E, claro, de literatura. O processo de criação e as inseguranças diante da crítica ocupam boa parte diálogo postal com alguns de seus pares, como Lúcio Cardoso, João Cabral de Mello Neto, Manuel Bandeira e Fernando Sabino. É uma riquíssima troca de impressões de leitura. Sabino, por exemplo, elogia em determinada passagem a maturidade da amiga: “Você está escrevendo bem, com calma, estilo seguro, sem precipitação. Talvez porque agora já não esteja sofrendo muito; o que é preciso é sofrer “bem”, com discernimento, com classe, com serenidade de quem já e iniciado em sofrimento. Não para tirar dele uma compensação, mas um reflexo”.

Em outro texto, Clarice defende o título do romance O lustre ante reparo feito por Lúcio Cardoso, que argumentara: “Acho meio mansfieldiano e um tanto pobre para uma pessoa rica como você”. A escritora retruca: “Nunca convenci você mesmo de que eu sou pobre; infelizmente, quanto mais pobre, com mais enfeites me enfeito”.

A seleta de cartas foi publicada em 2002. Me deparei novamente com o livro na terça passada, quando procurava outro título na estante.

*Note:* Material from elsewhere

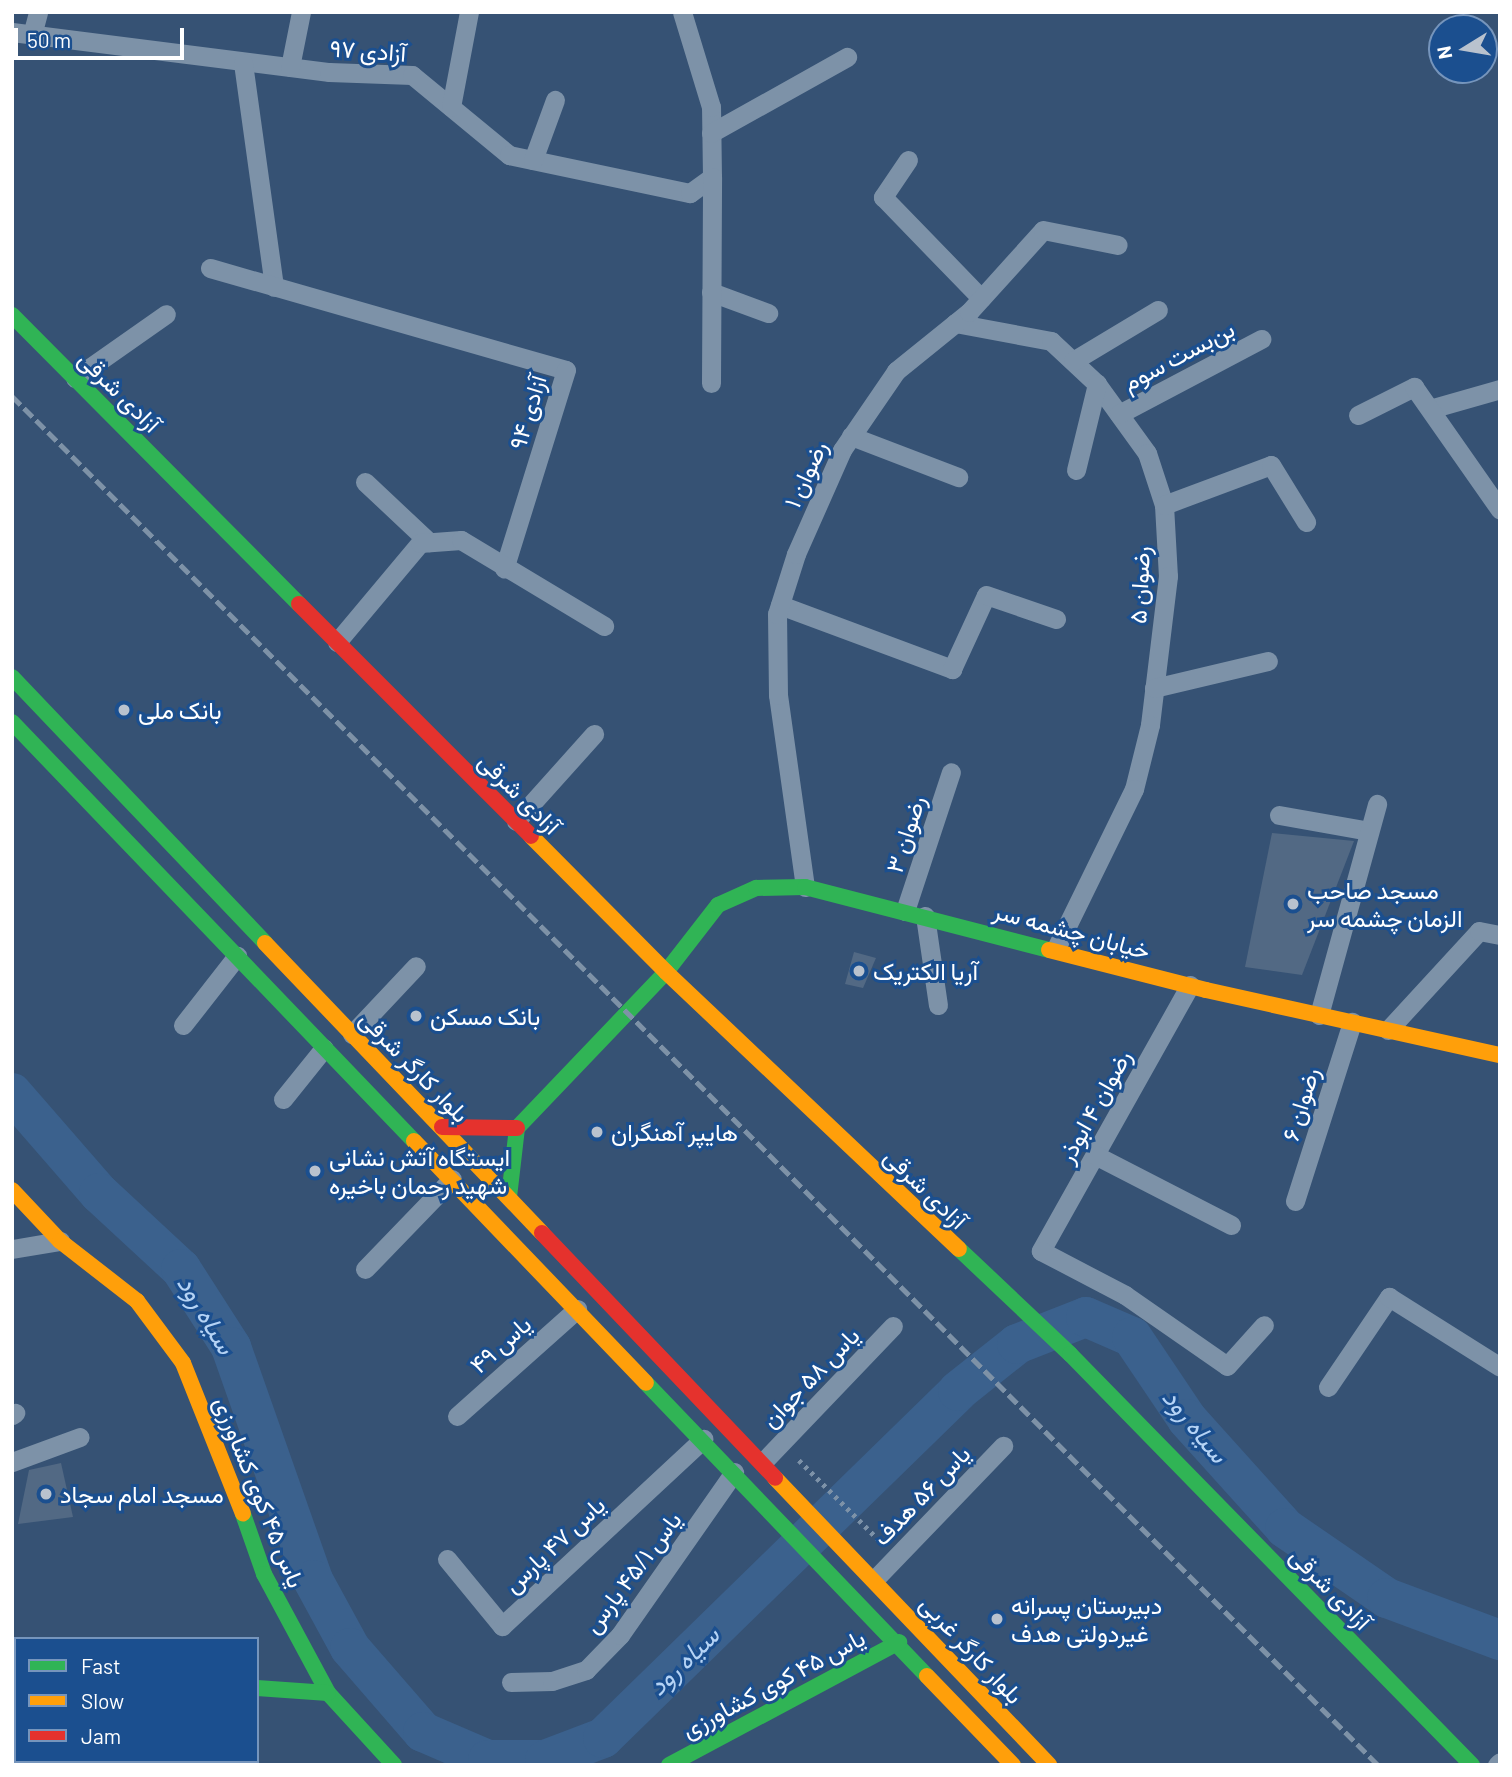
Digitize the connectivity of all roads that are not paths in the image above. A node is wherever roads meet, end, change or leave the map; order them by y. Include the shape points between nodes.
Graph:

Ao folheá-lo, pude observar as marcações feitas à primeira leitura. Lá se vão 13 anos. Os cantos das páginas estão repletos de anotações à caneta, de que são exemplos os fragmentos destacados nesta crônica. Mas não há apontamento, sequer um grifo, no trecho que mais me chamou a atenção ao reencontrar a obra. Curiosamente, formulado não por Clarice, mas por sua comadre, Maria Bonomi. “A gente começa a viver de tal maneira que as palavras se tornam precárias para a vida. Para falar do que se está vivendo”, comenta ela. Peguei emprestado. Diante da truculência e do barbarismo que povoaram a cidade na última semana, o sentimento é mesmo de escassez.